Démographie : inflation de l’immigration médicale

313 – En attendant, il convient donc de se fier aux statistiques – mêmes imparfaites – des tutelles de l’installation. Et de saluer les efforts de l’Ordre qui, dans le cadre de son « Atlas » des médecins en exercice, a décidé de s’intéresser cette année aux médecins étrangers exerçant en France. Le sujet est d’actualité depuis quelques années, plus précisément depuis que notre pays s’inquiète d’une éventuelle « pénurie » médicale. Et envisage, avec quelques accrocs qui nourrissent parfois la rubrique des faits divers, comme celui d’un ophtalmo hospitalier marocain menacé d’expulsion, le principe et les modalités d’une immigration choisie. Selon le communiqué ordinal : 7 000 médecins diplômés hors de l’Union Européenne – soit une promotion de carabins admis en PCEM2 – pourront accéder au plein exercice de leur métier d’ici 2011.

Première conclusion de l’étude de l’Ordre : la France comptait, au 1er janvier 2007, 8 431 médecins en exercice, de nationalité européenne et extra-européenne, soit 3,5 % de ses effectifs en activité. Avec 260 cardiologues dans cette situation, la spécialité se retrouve « dans l’exacte moyenne ». Les spécialités où les étrangers sont beaucoup plus nombreux sont la médecine générale (9 %), la chirurgie générale (7 %), la pédiatrie (6 %) ; celles où ils sont les moins nombreux (2 %) sont la rhumatologie, la gynécologie-obstétrique, la dermatologie, la médecine du travail.

Cette statistique a de quoi surprendre à première lecture, mais il faut savoir que les rangs des médecins immigrés sont particulièrement importants à l’hôpital : les libéraux ne comptent que pour 30 % pendant que les deux tiers se rencontrent à l’hôpital public, et souvent là où ils étaient initialement venus compléter leur formation. Deuxième observation : l’immigration médicale connaît un phénomène d’inflation relativement récent : entre 2003 et 2006, la croissance des médecins étrangers a été de 24 % ; et ils sont majoritairement plus jeunes que leurs confrères français (66 % ont moins de 50 ans, contre 48 % chez les Français). On sera moins surpris d’apprendre qu’il s’agit d’un phénomène majoritairement masculin (68 %), encore que la féminisation affecte également les flux les plus récents, à l’instar des diplômées roumaines : sur 25 cardiologues de cette nationalité exerçant sur le territoire, 18 sont des femmes !

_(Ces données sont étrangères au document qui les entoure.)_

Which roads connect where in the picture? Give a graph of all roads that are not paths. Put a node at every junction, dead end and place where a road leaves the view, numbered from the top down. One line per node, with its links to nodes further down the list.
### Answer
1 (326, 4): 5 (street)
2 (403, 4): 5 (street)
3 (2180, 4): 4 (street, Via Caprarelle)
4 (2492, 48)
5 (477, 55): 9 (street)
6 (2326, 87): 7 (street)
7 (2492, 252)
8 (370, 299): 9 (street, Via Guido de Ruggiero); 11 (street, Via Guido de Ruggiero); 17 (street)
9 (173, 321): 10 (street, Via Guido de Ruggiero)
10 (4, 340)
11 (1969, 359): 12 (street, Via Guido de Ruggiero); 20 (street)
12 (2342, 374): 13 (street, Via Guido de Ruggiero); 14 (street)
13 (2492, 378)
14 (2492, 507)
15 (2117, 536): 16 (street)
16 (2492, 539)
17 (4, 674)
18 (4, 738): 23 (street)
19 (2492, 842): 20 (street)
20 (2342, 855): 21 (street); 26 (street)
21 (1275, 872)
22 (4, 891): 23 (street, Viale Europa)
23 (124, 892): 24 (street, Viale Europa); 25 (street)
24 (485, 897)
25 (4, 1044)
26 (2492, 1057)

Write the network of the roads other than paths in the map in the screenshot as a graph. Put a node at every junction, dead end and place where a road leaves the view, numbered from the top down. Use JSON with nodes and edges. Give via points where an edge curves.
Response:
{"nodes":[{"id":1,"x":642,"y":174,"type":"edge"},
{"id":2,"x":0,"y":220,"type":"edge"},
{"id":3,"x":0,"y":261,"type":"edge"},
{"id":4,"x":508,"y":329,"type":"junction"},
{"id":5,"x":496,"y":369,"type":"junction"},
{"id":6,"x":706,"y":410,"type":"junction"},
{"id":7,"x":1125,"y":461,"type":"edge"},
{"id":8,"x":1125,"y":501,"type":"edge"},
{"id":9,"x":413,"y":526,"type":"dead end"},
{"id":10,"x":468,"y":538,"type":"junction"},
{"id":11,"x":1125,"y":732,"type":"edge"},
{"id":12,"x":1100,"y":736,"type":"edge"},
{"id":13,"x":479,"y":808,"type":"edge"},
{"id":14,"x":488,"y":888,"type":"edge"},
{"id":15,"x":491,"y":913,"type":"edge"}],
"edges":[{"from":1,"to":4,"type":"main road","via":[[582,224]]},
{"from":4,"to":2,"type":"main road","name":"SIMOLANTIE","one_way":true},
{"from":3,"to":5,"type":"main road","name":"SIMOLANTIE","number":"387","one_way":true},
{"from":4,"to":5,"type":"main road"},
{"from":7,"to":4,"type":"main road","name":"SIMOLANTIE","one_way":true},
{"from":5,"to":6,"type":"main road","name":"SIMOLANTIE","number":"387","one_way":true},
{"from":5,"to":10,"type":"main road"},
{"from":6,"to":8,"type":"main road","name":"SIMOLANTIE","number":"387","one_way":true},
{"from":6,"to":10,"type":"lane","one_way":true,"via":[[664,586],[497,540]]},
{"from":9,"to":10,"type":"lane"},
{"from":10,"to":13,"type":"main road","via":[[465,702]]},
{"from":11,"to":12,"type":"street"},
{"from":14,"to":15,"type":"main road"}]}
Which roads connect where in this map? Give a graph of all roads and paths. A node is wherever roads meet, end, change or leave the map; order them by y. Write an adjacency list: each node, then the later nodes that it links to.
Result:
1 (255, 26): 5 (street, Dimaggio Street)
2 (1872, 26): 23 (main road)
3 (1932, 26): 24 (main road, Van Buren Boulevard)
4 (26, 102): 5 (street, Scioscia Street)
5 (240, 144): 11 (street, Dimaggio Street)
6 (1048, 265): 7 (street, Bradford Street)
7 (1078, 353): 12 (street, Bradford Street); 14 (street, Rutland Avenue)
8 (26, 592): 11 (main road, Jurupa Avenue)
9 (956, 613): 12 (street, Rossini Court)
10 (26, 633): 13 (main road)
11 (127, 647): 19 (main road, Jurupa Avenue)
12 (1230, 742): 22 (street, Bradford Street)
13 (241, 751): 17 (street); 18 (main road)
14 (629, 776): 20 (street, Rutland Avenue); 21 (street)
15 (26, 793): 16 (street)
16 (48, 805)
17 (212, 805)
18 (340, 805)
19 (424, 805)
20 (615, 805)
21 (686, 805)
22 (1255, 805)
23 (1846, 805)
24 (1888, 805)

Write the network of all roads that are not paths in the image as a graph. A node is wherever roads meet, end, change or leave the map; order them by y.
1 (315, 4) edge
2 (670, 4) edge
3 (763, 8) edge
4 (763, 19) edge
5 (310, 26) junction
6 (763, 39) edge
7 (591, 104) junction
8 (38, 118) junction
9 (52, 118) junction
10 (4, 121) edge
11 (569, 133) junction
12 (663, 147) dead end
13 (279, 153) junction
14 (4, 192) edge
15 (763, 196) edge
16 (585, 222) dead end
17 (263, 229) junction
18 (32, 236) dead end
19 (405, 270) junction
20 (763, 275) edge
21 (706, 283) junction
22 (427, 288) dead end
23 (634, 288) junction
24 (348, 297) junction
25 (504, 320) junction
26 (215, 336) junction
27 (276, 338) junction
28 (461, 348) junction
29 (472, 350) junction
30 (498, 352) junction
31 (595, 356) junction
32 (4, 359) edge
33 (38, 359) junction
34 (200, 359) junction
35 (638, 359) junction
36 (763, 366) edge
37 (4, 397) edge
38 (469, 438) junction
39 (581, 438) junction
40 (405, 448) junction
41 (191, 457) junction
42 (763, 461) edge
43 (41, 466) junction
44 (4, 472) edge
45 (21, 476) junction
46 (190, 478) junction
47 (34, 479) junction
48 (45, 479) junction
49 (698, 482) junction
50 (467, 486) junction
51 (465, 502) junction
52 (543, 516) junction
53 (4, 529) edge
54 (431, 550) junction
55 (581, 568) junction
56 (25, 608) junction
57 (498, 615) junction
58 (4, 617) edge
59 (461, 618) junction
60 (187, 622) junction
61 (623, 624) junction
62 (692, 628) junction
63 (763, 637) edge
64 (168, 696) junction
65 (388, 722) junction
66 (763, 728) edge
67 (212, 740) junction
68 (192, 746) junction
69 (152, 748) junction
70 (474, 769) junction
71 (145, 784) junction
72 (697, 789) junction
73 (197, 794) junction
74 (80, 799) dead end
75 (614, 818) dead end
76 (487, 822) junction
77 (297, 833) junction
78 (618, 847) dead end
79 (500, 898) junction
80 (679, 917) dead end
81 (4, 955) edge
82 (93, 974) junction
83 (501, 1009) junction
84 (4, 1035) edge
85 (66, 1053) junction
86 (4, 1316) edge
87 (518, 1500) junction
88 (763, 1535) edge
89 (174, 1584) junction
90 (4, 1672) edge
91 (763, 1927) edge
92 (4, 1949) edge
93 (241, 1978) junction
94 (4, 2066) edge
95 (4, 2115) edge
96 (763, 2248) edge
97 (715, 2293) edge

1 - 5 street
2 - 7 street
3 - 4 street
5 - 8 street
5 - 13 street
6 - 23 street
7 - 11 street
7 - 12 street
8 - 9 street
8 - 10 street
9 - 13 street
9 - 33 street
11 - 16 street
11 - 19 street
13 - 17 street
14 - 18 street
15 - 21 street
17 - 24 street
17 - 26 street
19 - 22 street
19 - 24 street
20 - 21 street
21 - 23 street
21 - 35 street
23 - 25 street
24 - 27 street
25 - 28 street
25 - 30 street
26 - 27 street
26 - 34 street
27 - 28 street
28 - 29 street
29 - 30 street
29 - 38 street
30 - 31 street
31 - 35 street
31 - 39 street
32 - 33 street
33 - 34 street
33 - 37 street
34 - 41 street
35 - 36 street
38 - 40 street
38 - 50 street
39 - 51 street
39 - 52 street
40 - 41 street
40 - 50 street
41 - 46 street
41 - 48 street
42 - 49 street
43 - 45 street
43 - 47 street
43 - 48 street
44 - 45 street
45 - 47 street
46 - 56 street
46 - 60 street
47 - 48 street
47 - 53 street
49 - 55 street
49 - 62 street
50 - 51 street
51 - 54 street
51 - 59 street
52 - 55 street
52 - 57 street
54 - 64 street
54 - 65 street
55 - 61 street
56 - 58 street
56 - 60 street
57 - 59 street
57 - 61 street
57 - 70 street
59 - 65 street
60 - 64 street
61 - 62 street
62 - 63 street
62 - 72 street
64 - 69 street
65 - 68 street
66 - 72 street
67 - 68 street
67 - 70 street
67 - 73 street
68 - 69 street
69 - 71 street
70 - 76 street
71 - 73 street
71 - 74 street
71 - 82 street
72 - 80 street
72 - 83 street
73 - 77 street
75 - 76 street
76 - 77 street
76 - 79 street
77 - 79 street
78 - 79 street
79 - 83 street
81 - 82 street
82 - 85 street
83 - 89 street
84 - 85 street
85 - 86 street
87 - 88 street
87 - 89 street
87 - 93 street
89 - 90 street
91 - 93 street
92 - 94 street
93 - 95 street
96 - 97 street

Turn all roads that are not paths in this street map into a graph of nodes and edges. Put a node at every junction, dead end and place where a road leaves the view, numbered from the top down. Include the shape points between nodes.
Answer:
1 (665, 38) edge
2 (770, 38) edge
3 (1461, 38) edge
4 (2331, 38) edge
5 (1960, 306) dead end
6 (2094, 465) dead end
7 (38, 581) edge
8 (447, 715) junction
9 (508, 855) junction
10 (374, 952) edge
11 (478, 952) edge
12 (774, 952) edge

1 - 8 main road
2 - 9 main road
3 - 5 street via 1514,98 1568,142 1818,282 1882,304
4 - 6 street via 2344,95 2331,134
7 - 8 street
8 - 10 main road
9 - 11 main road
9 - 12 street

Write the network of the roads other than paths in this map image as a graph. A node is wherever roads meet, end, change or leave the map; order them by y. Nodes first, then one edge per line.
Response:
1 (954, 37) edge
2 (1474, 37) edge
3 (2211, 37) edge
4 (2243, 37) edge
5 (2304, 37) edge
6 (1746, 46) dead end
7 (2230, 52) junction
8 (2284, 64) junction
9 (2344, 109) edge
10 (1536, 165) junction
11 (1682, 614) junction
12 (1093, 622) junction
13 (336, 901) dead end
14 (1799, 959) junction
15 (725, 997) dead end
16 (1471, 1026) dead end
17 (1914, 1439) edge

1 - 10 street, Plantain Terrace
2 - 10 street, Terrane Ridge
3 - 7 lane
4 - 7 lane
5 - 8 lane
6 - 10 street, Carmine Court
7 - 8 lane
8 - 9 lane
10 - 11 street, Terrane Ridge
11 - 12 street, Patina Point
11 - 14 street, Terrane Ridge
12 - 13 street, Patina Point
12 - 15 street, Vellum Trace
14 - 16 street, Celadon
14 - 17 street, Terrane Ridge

Le pays d’origine connaît également des variations récentes. On ne sera pas étonné de découvrir que la Roumanie et la Bulgarie, entrées dans la communauté le 1er janvier 2007, se sont d’emblée révélées énormes pourvoyeuses de main d’oeuvre médicale, majoritairement en médecine générale pour les Roumains, assez facilement francophones, et en anesthésie pour les Bulgares.

Le phénomène est donc plus qu’embryonnaire chez les cardiologues où le recrutement se fait majoritairement en Afrique du Nord (Algérie : 25 % ; Maroc : 15 % ; Tunisie : 15 %)… Encore convient-il de rappeler que l’étude de l’Ordre ne tient compte que des médecins ayant conservé leur nationalité et pas des praticiens d’origine, naturalisés après leur arrivée.

Dernière information : où les rencontre-ton ? Ã 38 % en région parisienne, la répartition étant par ailleurs assez inégale selon les régions, les plus accueillantes se trouvant être les mois médicalisées : Nord-Pas de Calais, Picardie, Lorraine, Centre…

Pour l’anecdote : l’exercice cardiologique immigré est aussi peu féminisé que son équivalent domestique, à un taux de 18 %…

Conclusion de l’Ordre : « il est regrettable de constater que si l’augmentation du nombre de médecins étrangers ne résout pas le problème des spécialités en crise, elle contribue largement à… démunir leur pays d’origine de compétences qui leur sont indispensables ». On regrettera pour notre part que l’institution n’ait pas distingué dans sa démarche les migrants « communautaires » (à part les deux derniers pays ayant intégré la CEE) des diplômés non européens ayant transité par la procédure de qualification pour n’avoir pu prétendre à celle de la « reconnaissance mutuelle ».